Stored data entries
──────────

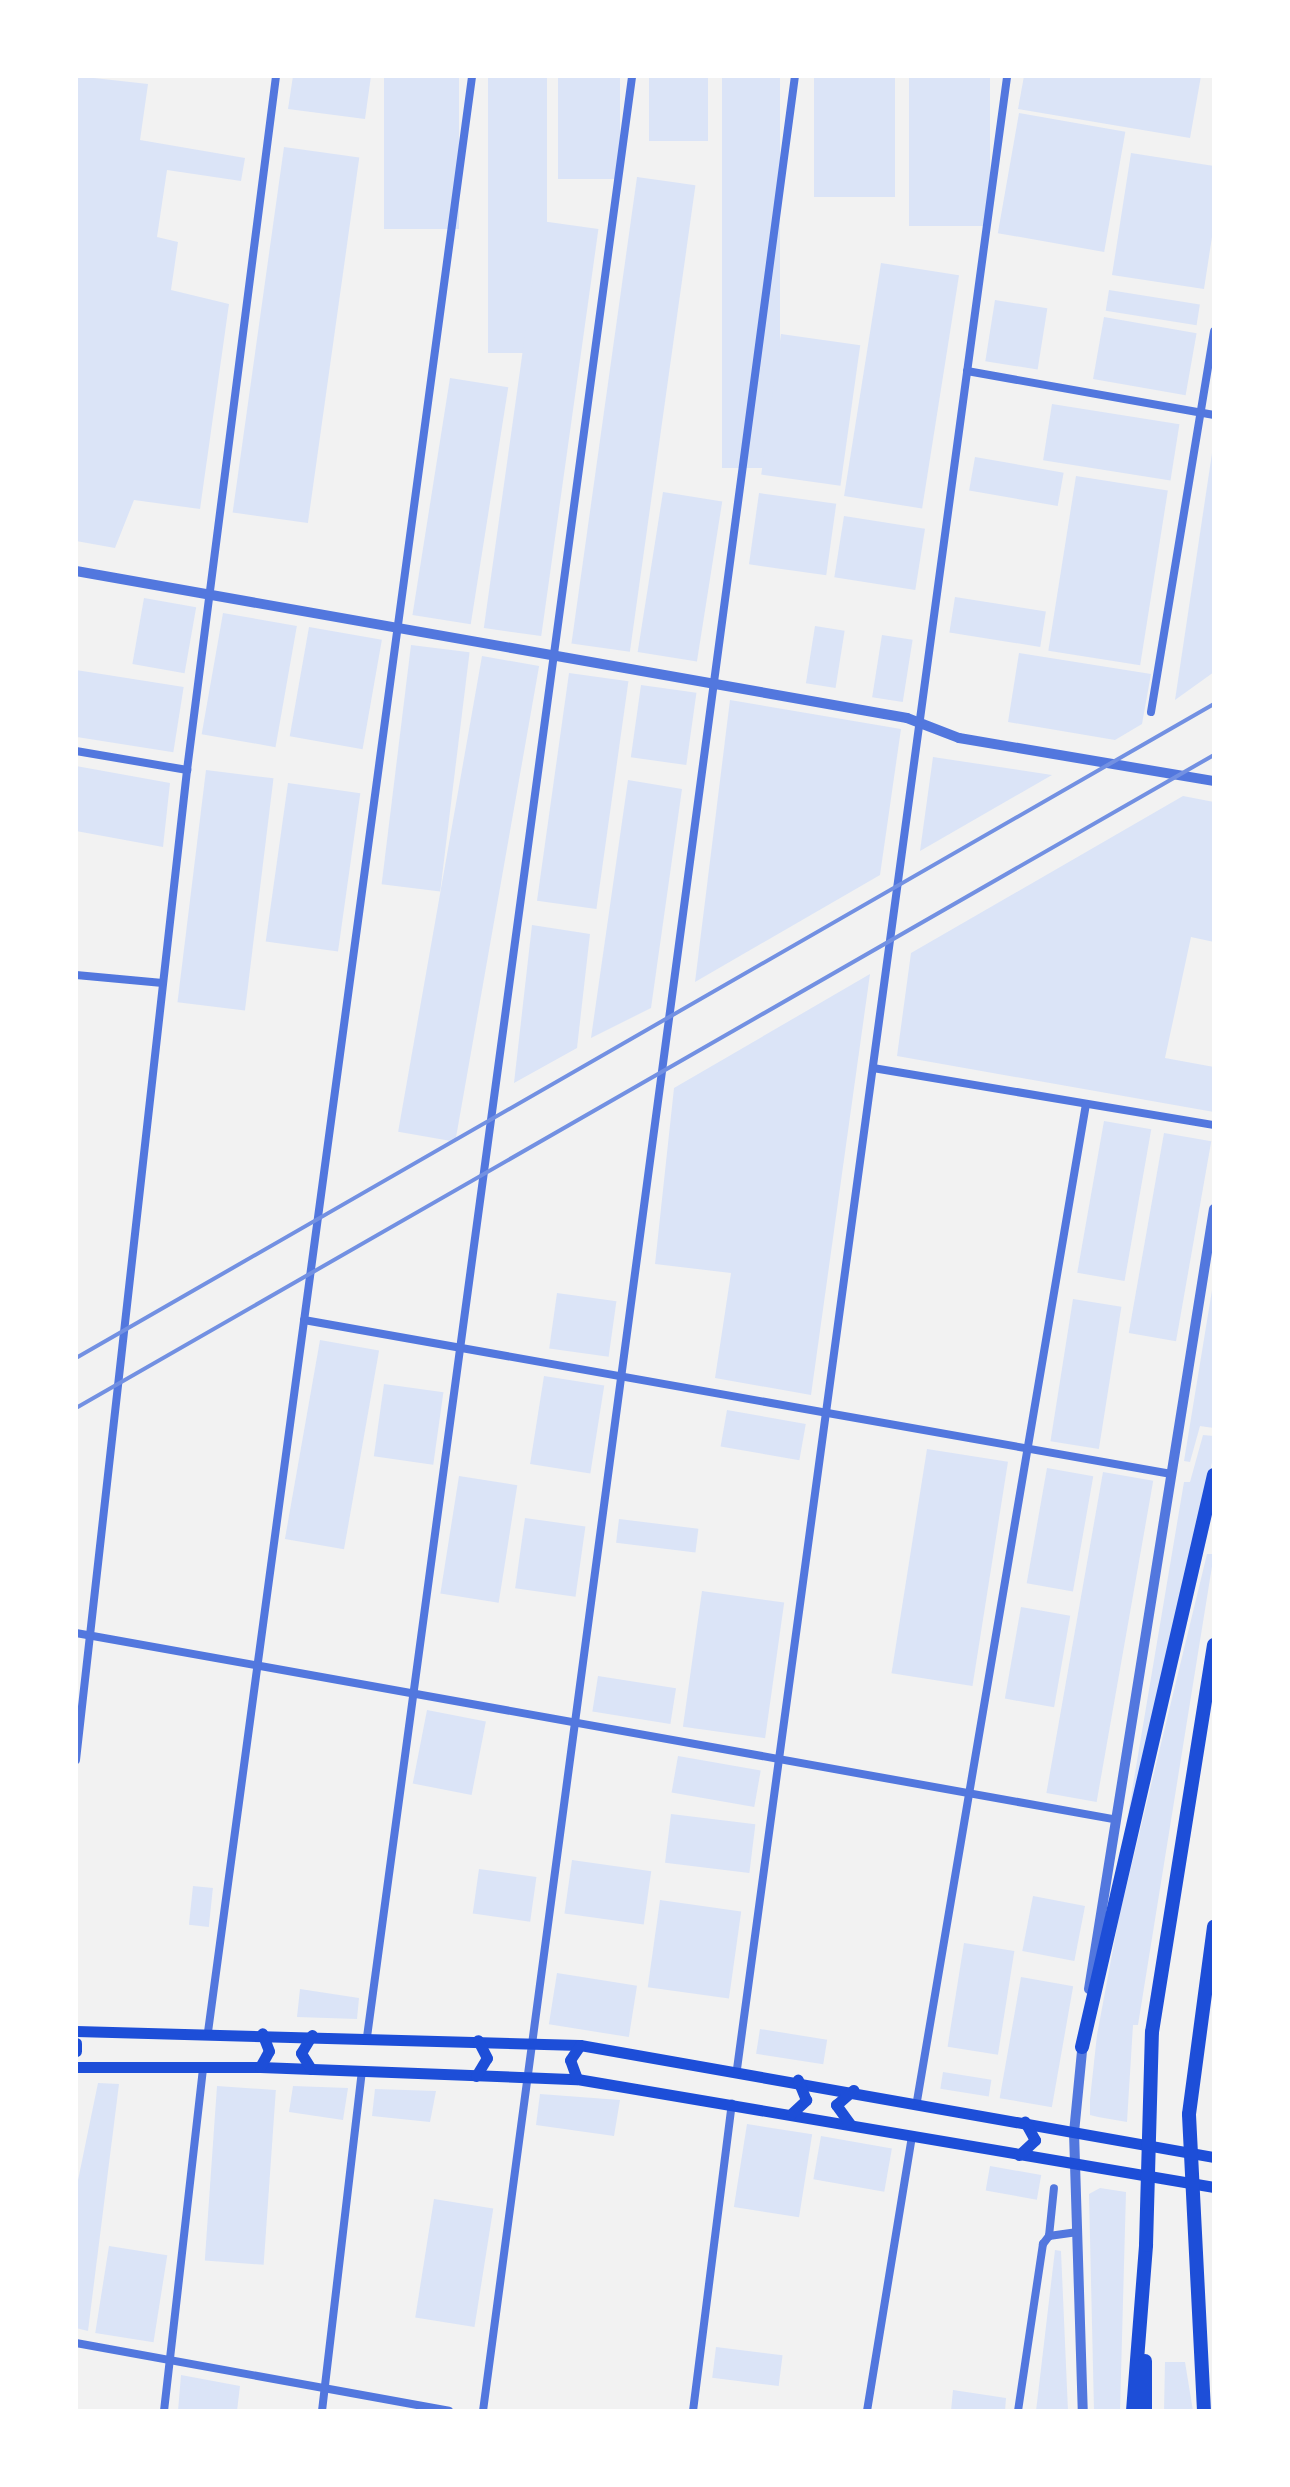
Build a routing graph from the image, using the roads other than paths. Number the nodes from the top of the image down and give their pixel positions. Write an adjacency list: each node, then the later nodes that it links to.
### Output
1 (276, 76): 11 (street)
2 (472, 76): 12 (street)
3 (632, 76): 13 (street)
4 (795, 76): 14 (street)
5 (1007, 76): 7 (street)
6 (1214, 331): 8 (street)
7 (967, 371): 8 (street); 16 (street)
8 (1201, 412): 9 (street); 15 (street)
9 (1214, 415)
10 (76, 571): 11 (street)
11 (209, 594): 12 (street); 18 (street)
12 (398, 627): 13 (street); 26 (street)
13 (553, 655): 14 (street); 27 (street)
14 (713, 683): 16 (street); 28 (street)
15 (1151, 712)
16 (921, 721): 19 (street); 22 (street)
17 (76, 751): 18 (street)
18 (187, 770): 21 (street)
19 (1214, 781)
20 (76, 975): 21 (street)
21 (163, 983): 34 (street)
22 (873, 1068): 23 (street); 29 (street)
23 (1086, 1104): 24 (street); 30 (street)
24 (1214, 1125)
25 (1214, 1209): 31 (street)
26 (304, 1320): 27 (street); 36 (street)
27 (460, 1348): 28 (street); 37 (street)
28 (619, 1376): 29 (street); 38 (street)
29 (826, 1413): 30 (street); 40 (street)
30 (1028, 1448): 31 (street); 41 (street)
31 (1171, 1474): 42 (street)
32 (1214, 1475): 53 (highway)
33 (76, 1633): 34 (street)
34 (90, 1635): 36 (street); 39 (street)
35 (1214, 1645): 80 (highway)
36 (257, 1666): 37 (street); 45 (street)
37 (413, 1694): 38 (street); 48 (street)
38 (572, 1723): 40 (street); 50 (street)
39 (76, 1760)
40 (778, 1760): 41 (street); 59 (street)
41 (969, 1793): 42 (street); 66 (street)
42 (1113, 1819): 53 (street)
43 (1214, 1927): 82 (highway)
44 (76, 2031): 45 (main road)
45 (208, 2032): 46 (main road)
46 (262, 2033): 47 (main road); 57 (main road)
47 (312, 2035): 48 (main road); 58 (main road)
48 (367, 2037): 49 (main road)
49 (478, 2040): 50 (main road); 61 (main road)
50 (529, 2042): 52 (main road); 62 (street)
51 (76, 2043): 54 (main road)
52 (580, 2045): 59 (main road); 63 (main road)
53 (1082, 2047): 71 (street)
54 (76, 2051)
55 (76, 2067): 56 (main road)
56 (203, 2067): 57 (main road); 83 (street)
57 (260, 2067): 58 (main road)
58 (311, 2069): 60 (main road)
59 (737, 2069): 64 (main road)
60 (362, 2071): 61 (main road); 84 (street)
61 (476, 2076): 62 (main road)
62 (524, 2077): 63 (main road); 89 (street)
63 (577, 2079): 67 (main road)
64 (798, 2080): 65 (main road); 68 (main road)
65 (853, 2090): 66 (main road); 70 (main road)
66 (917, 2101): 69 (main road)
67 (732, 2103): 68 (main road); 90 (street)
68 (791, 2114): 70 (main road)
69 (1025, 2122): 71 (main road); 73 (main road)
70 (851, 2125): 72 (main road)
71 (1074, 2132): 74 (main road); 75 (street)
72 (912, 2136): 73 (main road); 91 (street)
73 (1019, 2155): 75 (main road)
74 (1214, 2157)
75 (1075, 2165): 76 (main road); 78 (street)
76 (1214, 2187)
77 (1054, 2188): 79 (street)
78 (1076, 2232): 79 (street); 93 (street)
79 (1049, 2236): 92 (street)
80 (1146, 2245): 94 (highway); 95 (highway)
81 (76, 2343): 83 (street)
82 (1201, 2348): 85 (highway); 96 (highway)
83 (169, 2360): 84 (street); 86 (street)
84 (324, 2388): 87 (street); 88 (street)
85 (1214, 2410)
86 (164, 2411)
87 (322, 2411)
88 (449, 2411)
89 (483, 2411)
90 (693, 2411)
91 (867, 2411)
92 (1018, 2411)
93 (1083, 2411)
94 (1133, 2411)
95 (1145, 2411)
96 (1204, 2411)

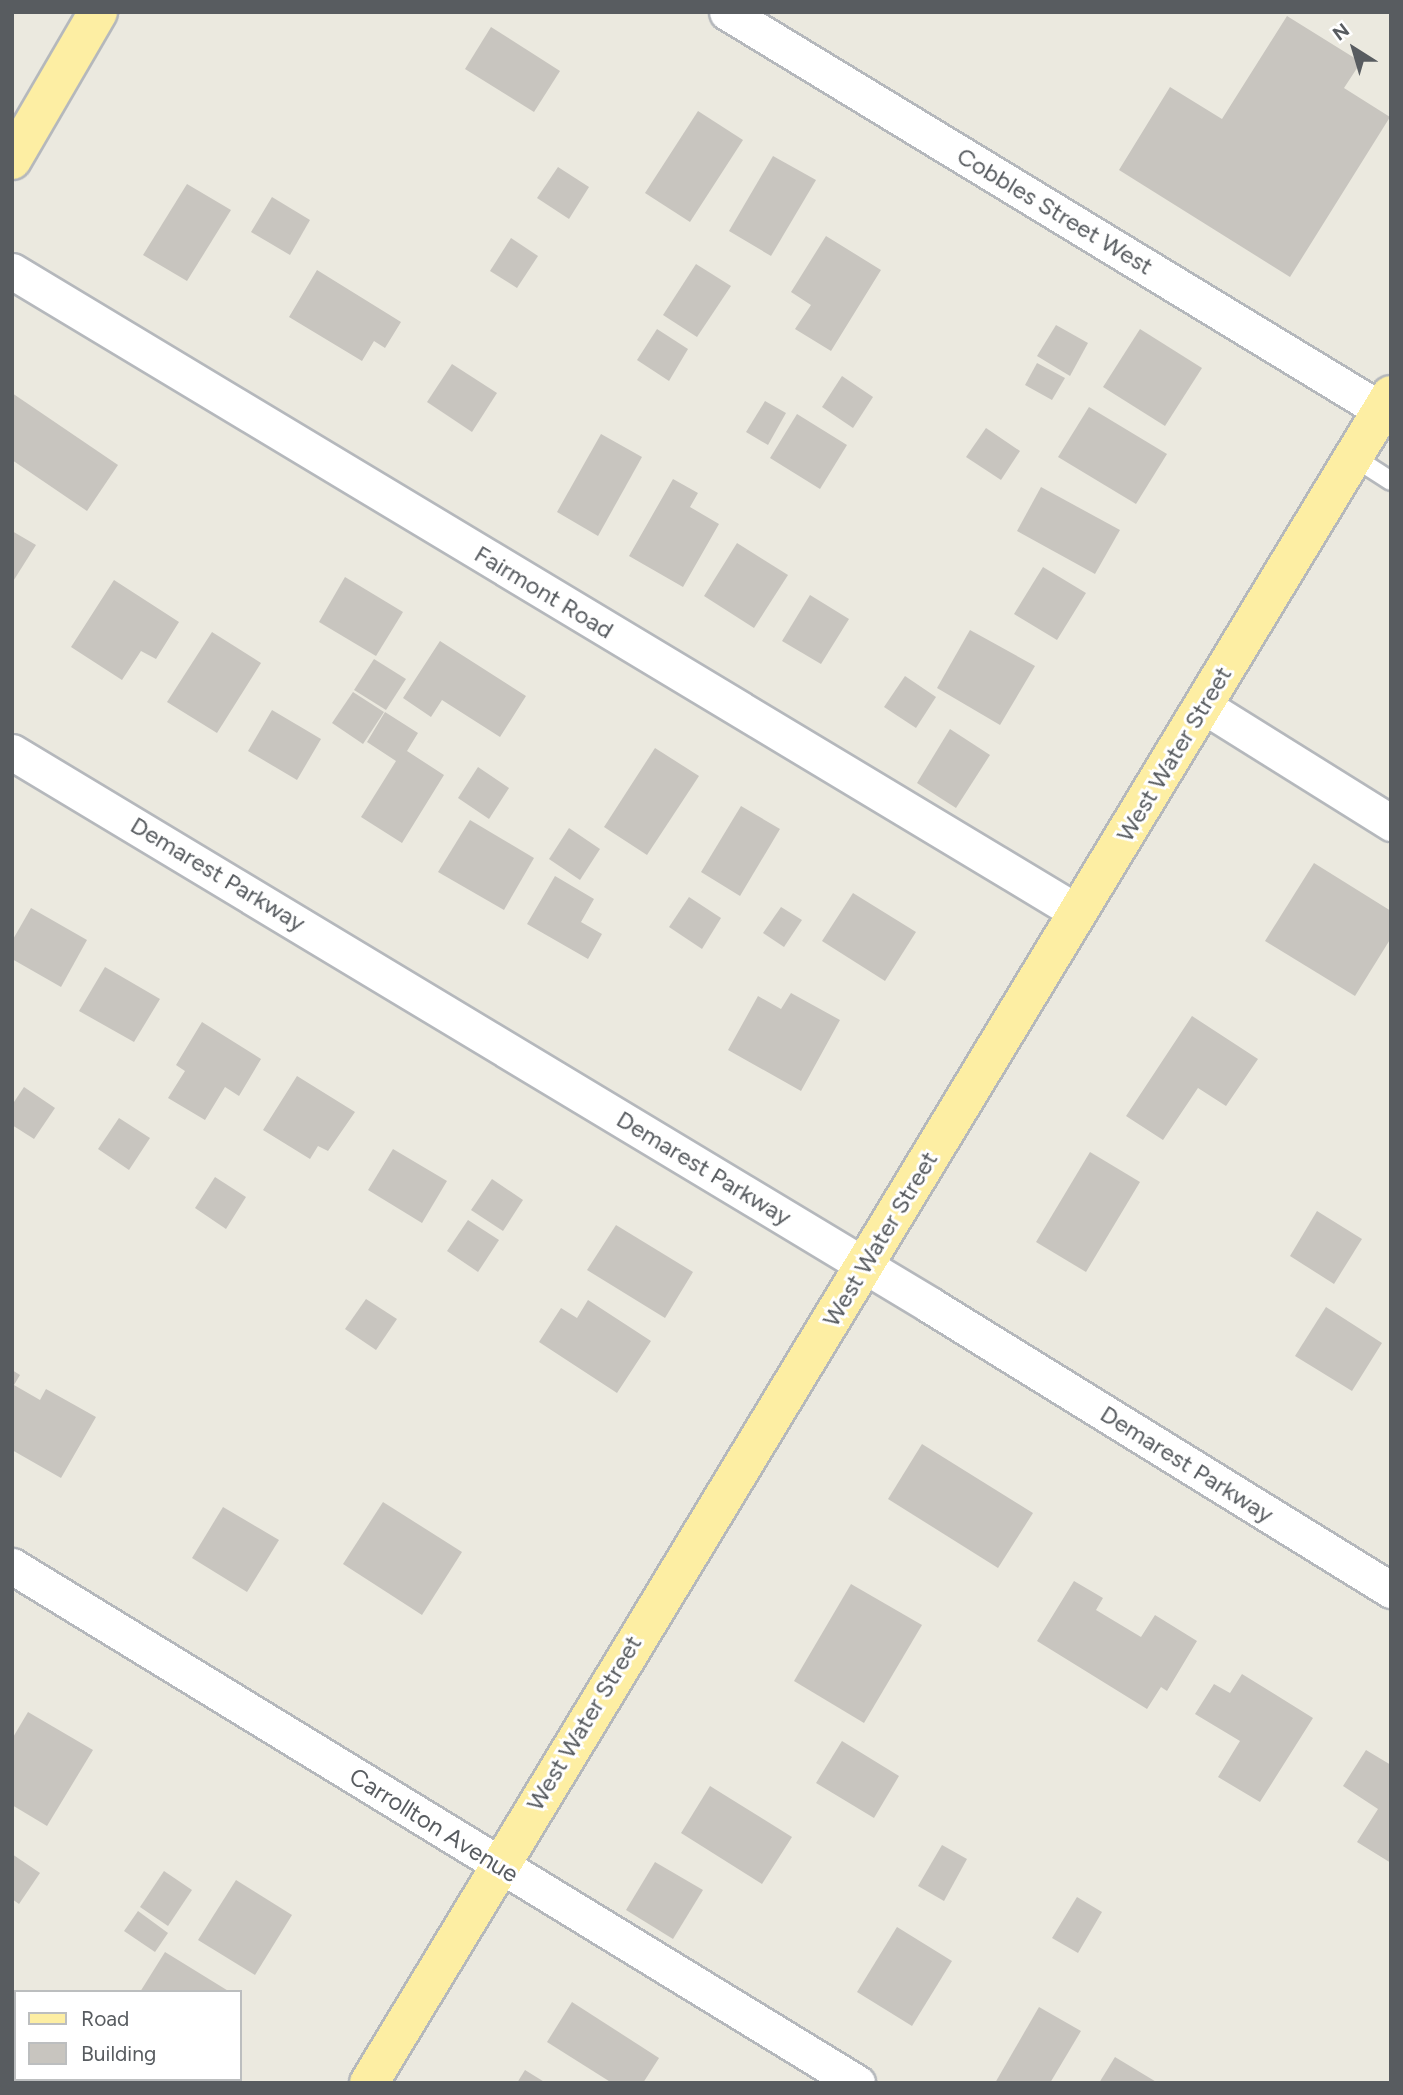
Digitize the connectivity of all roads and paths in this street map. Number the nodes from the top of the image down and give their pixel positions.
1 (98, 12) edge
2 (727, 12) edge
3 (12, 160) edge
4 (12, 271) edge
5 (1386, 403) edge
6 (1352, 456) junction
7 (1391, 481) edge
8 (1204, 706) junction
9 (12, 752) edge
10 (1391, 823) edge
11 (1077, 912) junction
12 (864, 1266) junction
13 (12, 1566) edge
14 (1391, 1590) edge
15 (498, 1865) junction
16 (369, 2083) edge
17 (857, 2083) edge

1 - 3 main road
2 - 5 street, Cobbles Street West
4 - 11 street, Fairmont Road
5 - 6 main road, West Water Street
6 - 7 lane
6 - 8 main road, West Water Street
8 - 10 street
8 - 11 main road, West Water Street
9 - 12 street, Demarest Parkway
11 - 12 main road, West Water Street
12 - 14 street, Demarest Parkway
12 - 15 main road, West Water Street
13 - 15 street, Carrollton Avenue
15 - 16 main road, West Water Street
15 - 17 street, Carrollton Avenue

──────────

**WHAT IS REQUIRED**
Go through the records above and return each line in which the word "highway" occurs.

**PROBLEM SOLUTION**
32 (1214, 1475): 53 (highway)
35 (1214, 1645): 80 (highway)
43 (1214, 1927): 82 (highway)
80 (1146, 2245): 94 (highway); 95 (highway)
82 (1201, 2348): 85 (highway); 96 (highway)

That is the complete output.